Action item:
Each time a line of the listing holds "name", copy that line.

Recorded data:
#####
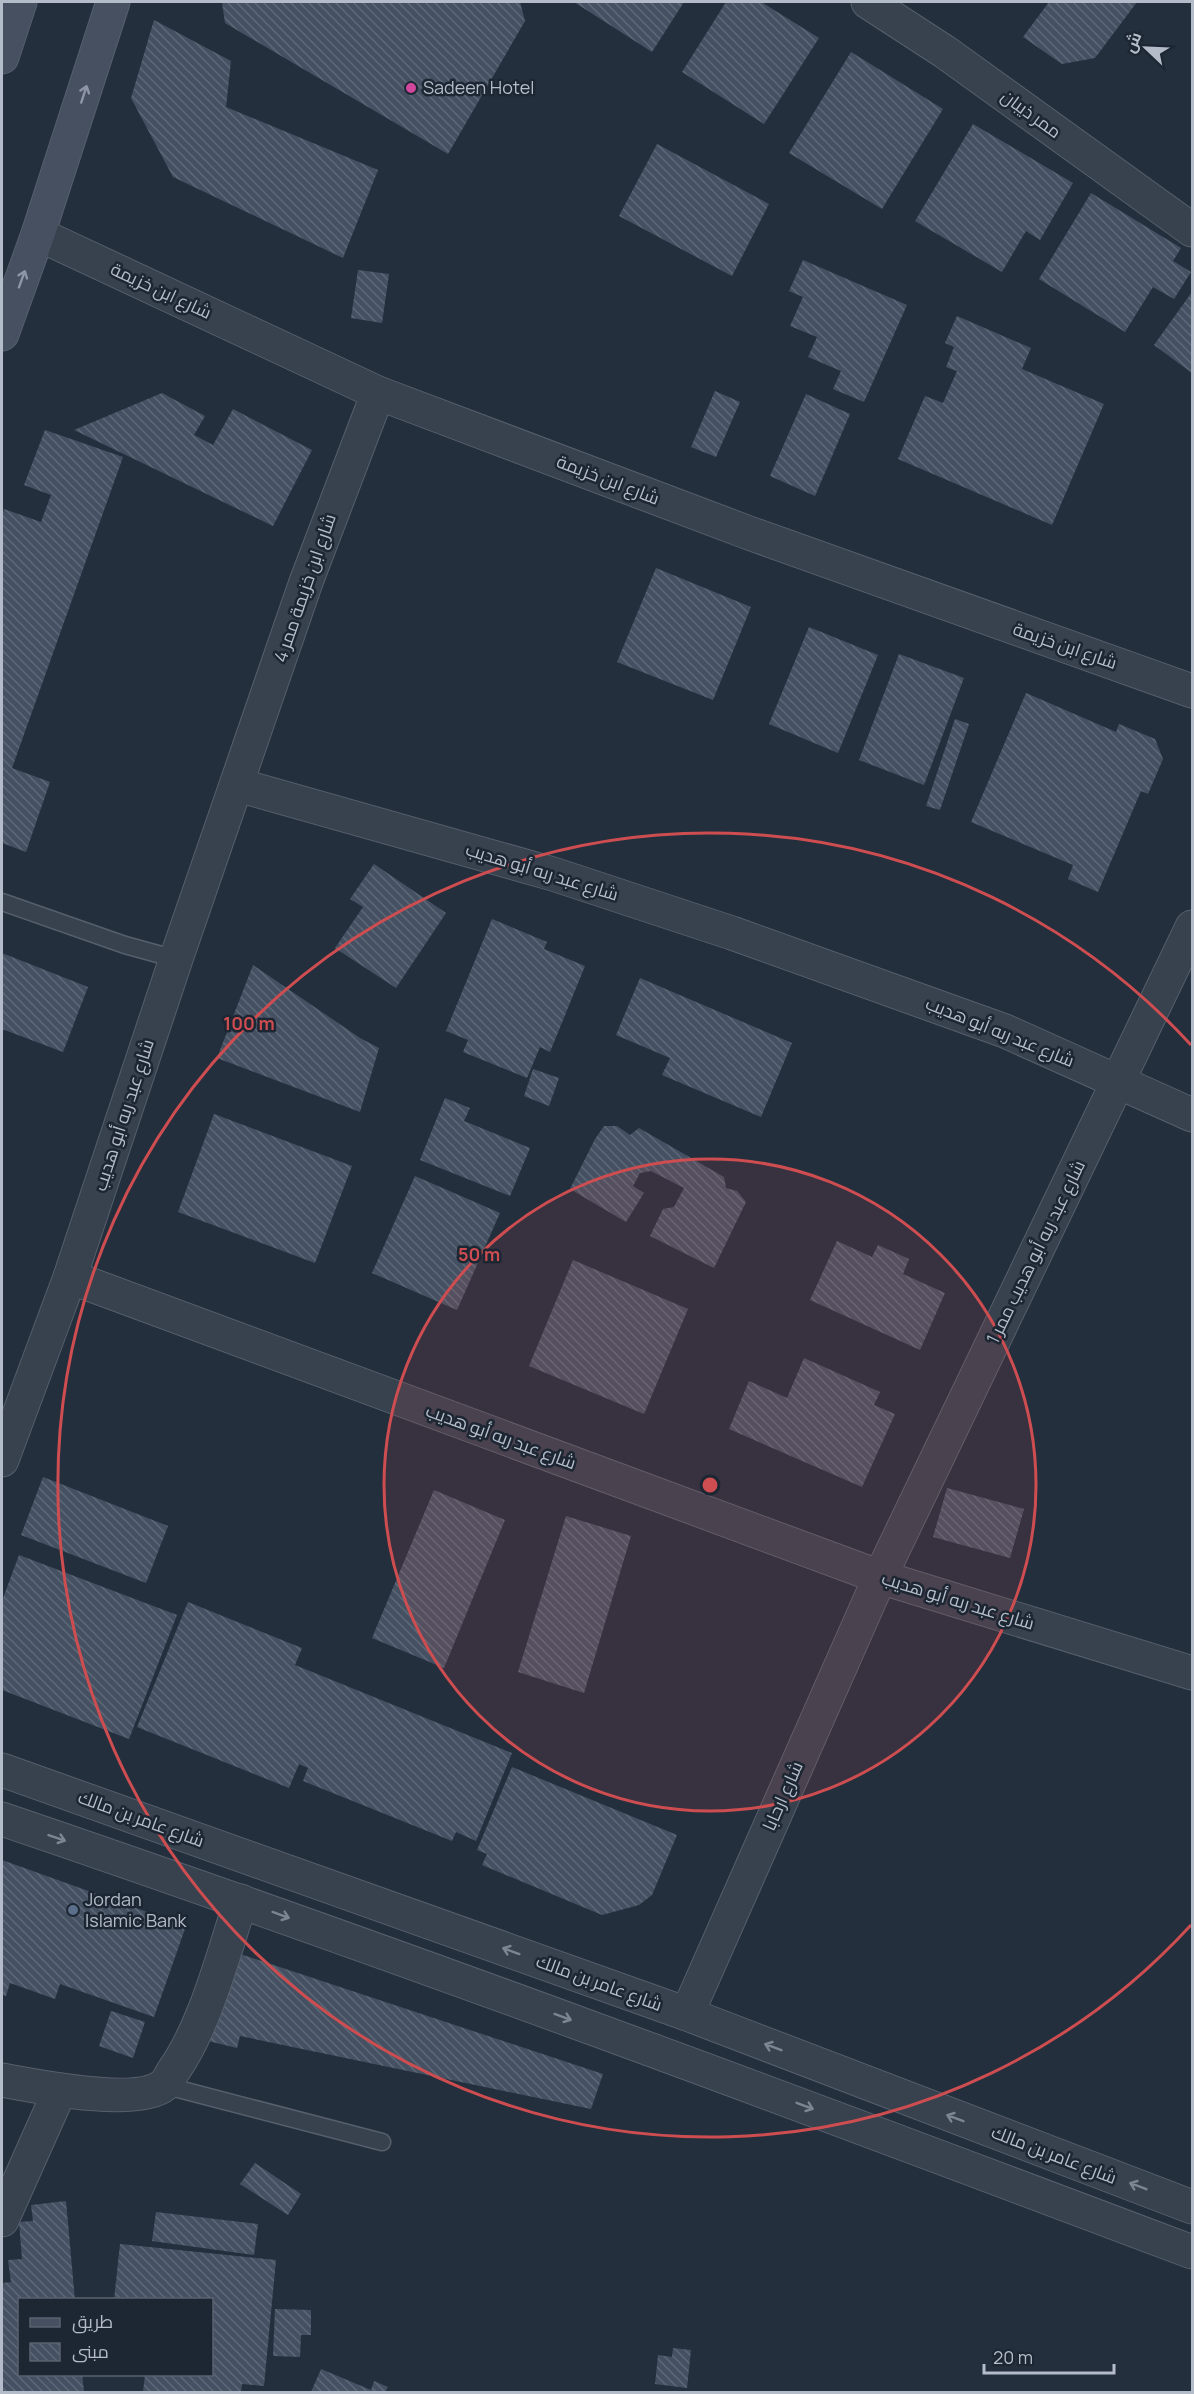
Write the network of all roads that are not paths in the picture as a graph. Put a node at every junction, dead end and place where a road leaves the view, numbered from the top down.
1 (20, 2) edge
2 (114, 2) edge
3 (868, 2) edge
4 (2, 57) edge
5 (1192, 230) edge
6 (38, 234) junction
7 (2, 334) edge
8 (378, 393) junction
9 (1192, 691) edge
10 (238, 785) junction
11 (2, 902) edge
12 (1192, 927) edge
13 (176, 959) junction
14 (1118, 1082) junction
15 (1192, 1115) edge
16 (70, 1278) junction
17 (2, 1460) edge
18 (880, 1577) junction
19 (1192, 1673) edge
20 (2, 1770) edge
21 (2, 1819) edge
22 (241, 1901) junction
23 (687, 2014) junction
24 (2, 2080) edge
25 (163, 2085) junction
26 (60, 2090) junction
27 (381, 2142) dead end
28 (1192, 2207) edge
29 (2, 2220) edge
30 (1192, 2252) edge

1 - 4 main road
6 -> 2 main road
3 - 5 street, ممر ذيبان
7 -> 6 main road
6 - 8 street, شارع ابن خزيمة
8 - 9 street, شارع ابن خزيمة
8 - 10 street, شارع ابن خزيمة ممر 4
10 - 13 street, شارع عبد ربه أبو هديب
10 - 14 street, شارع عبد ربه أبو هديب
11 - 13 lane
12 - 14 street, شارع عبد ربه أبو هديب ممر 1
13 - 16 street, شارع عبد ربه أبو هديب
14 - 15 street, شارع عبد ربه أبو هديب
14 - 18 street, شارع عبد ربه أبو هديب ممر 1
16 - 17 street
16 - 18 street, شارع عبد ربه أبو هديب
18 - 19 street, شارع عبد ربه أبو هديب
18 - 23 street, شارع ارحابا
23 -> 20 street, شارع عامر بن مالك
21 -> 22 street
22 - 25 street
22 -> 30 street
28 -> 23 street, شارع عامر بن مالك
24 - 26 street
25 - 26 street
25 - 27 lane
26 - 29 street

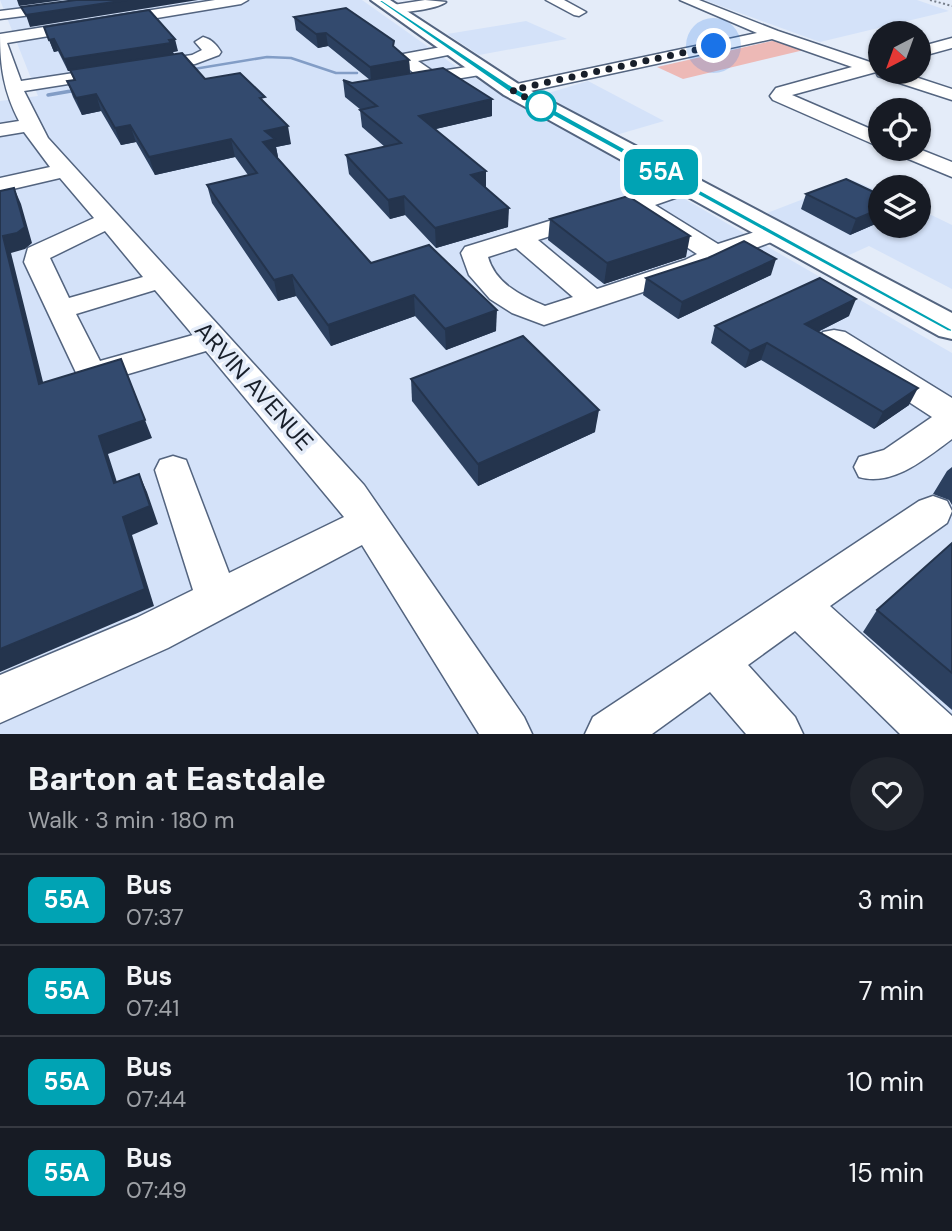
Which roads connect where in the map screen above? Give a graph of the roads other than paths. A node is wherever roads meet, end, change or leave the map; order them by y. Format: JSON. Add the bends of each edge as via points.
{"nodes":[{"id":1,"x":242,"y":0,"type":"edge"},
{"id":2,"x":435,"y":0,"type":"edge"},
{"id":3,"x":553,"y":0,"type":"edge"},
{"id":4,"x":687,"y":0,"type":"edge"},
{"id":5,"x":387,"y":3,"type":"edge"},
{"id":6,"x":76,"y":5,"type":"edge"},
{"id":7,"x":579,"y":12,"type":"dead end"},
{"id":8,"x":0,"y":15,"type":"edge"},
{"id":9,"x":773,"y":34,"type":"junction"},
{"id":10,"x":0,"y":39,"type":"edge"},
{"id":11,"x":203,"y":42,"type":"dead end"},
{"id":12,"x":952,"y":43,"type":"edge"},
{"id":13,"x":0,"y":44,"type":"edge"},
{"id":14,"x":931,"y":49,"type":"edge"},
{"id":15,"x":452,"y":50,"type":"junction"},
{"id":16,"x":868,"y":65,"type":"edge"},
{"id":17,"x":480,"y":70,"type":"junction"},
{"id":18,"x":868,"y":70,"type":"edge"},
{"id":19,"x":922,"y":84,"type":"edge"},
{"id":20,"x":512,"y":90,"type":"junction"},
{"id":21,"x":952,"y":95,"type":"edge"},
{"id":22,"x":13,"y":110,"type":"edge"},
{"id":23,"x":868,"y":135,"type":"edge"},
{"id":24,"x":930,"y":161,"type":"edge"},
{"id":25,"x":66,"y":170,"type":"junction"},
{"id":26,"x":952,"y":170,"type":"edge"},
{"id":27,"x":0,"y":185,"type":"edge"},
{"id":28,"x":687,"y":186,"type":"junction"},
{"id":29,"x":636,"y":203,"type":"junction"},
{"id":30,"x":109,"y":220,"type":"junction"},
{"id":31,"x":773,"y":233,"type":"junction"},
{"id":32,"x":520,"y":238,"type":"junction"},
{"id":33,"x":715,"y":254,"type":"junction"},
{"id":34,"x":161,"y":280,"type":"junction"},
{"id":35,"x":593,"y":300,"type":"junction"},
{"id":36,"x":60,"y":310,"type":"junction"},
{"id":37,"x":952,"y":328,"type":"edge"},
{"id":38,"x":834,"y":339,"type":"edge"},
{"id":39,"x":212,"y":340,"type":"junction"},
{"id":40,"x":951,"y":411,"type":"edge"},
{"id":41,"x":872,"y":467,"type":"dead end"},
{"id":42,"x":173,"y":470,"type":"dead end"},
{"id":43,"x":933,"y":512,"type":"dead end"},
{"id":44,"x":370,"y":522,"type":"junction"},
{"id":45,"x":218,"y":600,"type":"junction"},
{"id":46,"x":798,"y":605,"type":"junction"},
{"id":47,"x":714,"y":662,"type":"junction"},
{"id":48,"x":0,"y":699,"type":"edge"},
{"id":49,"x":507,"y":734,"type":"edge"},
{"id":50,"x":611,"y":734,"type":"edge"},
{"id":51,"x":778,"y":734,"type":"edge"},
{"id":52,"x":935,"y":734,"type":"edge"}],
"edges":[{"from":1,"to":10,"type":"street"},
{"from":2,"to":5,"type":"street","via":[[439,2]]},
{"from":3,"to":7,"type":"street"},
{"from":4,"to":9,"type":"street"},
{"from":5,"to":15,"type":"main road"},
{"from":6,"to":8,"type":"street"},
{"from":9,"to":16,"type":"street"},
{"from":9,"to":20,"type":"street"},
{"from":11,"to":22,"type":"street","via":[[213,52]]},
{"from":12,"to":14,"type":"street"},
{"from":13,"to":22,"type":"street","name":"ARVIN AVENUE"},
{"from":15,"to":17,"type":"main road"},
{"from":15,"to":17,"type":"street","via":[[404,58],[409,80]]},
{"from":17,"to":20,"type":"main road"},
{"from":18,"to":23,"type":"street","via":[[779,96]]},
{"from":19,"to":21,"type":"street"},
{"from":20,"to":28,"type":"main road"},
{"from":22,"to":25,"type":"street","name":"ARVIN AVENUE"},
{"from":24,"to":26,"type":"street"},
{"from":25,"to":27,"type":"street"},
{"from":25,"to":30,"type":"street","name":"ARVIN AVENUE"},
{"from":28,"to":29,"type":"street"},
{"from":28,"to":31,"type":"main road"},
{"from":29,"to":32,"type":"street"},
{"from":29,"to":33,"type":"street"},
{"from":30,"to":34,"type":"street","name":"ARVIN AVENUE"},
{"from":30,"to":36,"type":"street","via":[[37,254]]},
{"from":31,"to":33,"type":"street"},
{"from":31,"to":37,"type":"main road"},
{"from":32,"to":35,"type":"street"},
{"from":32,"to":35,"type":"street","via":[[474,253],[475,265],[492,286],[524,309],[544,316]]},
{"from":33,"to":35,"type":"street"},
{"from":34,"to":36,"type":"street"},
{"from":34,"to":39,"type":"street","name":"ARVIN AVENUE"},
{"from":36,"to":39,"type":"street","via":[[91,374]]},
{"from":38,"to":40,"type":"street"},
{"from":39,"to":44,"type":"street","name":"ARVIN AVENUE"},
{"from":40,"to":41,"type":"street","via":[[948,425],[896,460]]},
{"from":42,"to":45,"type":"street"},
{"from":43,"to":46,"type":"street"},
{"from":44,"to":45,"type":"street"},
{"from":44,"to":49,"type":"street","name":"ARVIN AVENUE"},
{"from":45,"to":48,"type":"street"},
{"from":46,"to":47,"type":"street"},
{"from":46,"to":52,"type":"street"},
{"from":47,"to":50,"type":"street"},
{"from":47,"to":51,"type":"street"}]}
#####
Response to this exercise:
{"from":13,"to":22,"type":"street","name":"ARVIN AVENUE"},
{"from":22,"to":25,"type":"street","name":"ARVIN AVENUE"},
{"from":25,"to":30,"type":"street","name":"ARVIN AVENUE"},
{"from":30,"to":34,"type":"street","name":"ARVIN AVENUE"},
{"from":34,"to":39,"type":"street","name":"ARVIN AVENUE"},
{"from":39,"to":44,"type":"street","name":"ARVIN AVENUE"},
{"from":44,"to":49,"type":"street","name":"ARVIN AVENUE"},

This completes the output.